A Crime by Any Name

The Trump administration’s commitment to deterring immigration through cruelty has made horrifying conditions in detention facilities inevitable.

An overcrowded fenced area holding families at a Border Patrol Centralized Processing Center is seen in a still image from video in McAllen, Texas, on June 11. (Reuters)

The horrors detailed in the press were hard to believe.

Detainees described overcrowding so severe that “it was difficult to move in any direction without jostling and being jostled.” The water provided them was foul, “of a dark color, and an ordinary glass would collect a thick sediment.” The “authorities never removed any filth.” A detainee wrote that the “only shelter from the sun and rain and night dews, was what we could make by stretching over us our coats or scraps of blanket.” As for the food, “Our ration was in quality a starving one, it being either too foul to be touched or too raw to be digested.”

Such were the conditions of the Confederate prisoner-of-war camp at Andersonville, Georgia, where, as the historian James McPherson wrote, 13,000 of the 45,000 men imprisoned “died of disease, exposure, or malnutrition.” The images of the captive, emaciated Union troops are shocking, evoking a form of suffering 21st-century viewers will likely associate with the Holocaust. The images so traumatized the Northern public that after the war, the warden of the prison, Henry Wirz, became one of the only people tried for war crimes. The Swiss-born Wirz was an easy scapegoat for Northern anger, which spared most of the former Confederacy’s military and political leadership.

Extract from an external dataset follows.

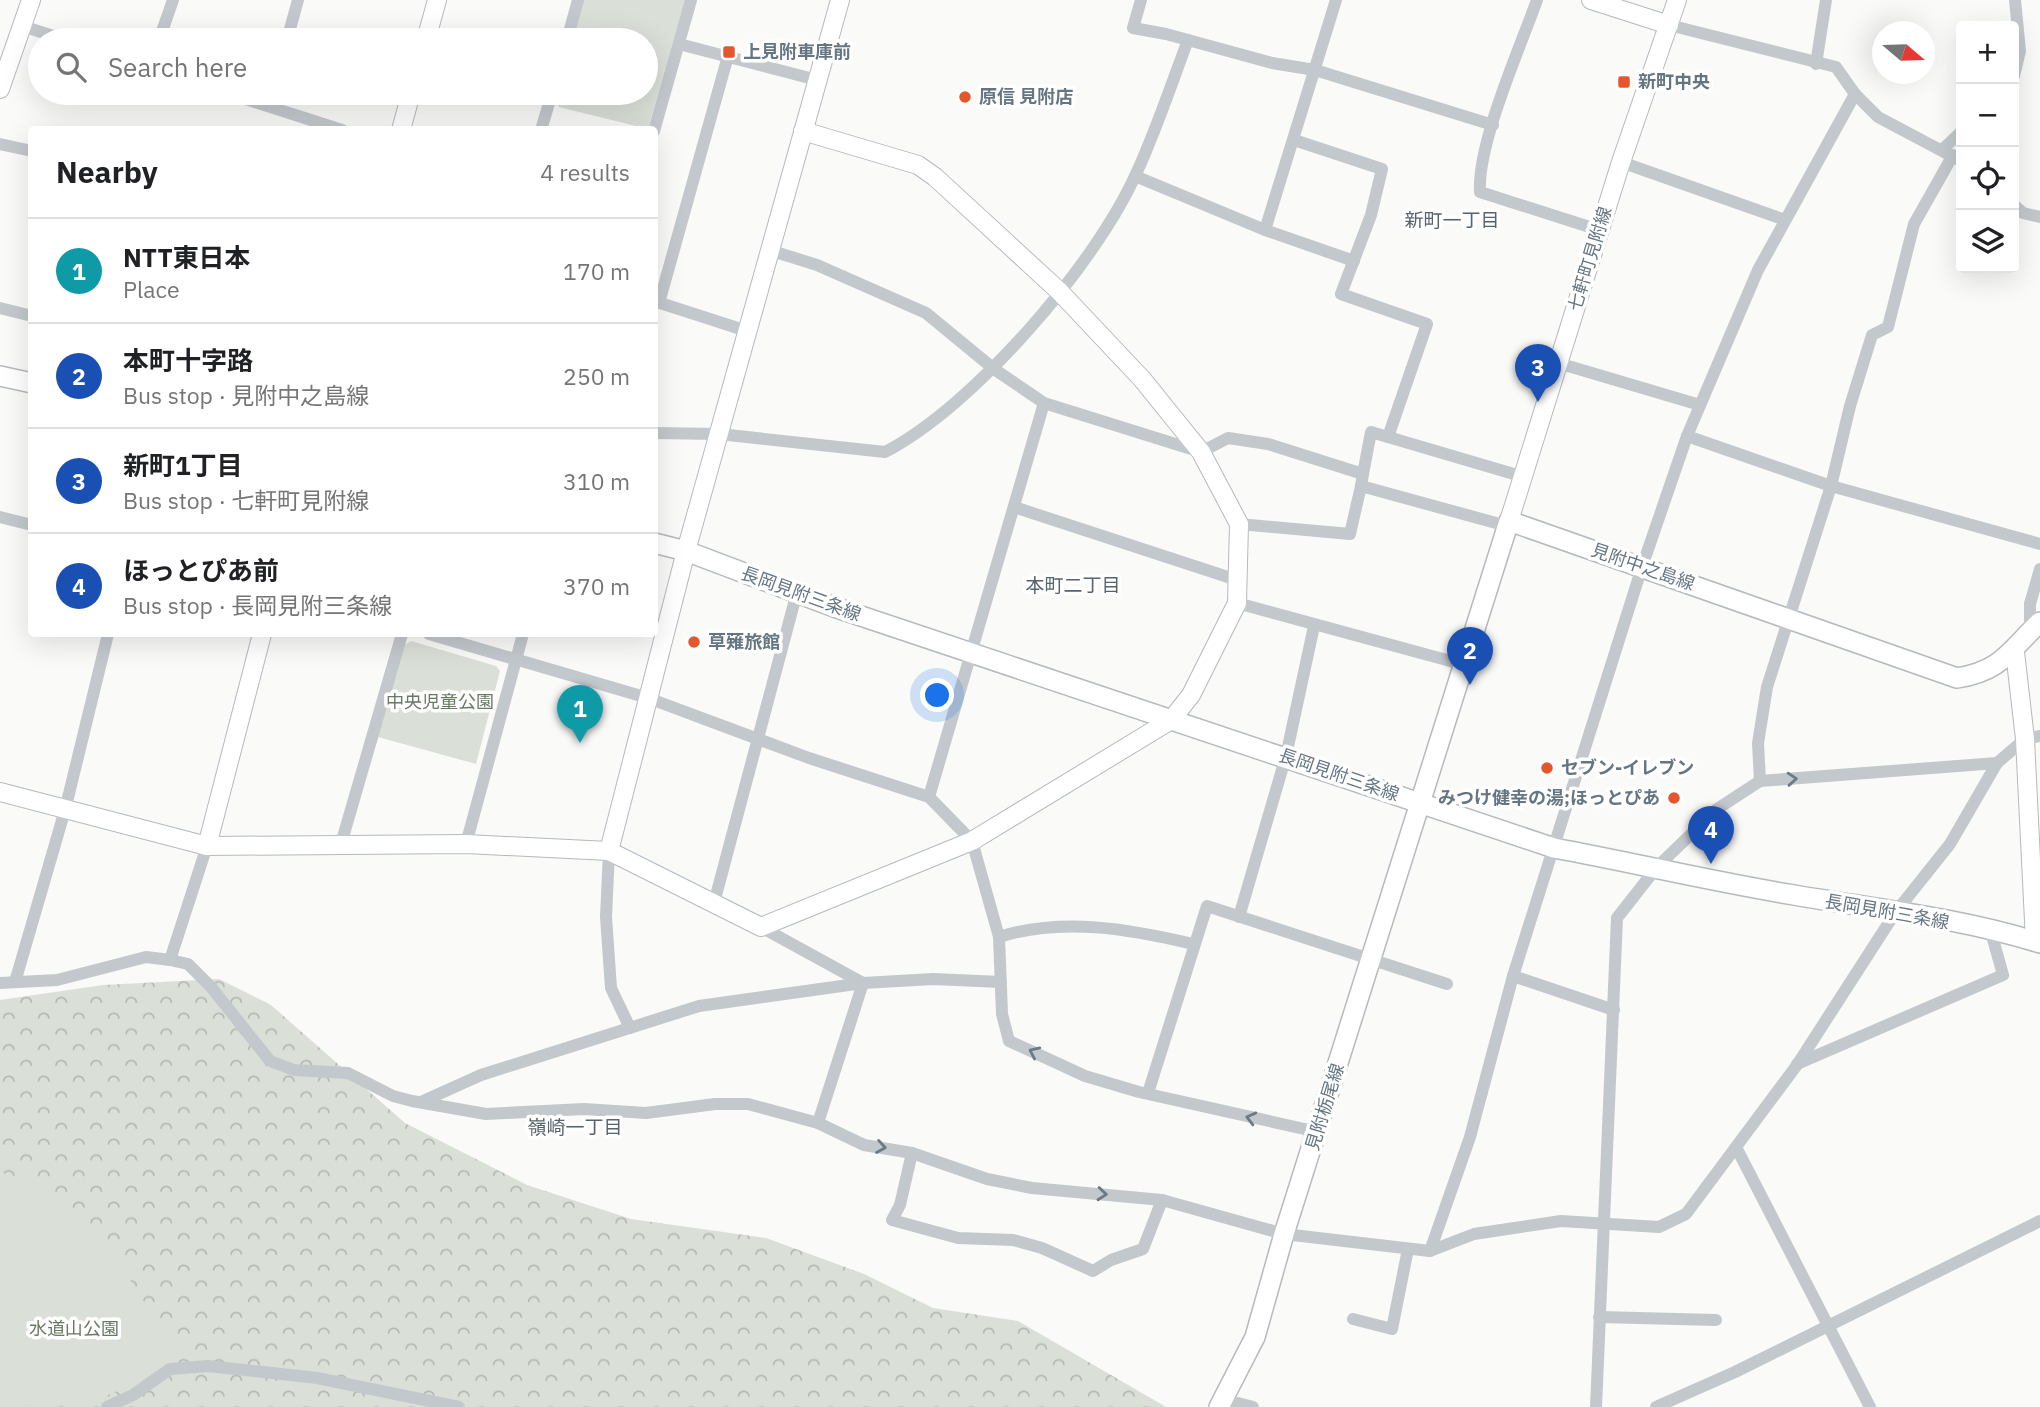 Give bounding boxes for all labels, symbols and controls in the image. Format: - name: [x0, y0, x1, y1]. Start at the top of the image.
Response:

The former Confederate captain was arrested in 1865, shortly after the close of the Civil War. The Union accused him of intending to “impair and injure the health and to destroy the lives [of the prisoners], by subjecting [them] to torture and great suffering, by confining in unhealthy and unwholesome quarters.” Wirz was charged with conspiracy to murder Union prisoners by offering them spoiled food, fouled water, and inadequate living conditions and medical care.

Wirz didn’t see it that way—he insisted that he was just following orders. The conditions at the prison camp at Andersonville were not deliberate, he argued, but the result of the Confederacy’s lack of resources. “I think I may also claim as a self-evident proposition, that if I, a subaltern officer, merely obeyed the legal orders of my superiors in the discharge of my official duties,” Wirz wrote in response to the charges, “I cannot be held responsible for the motives which dictated such orders.”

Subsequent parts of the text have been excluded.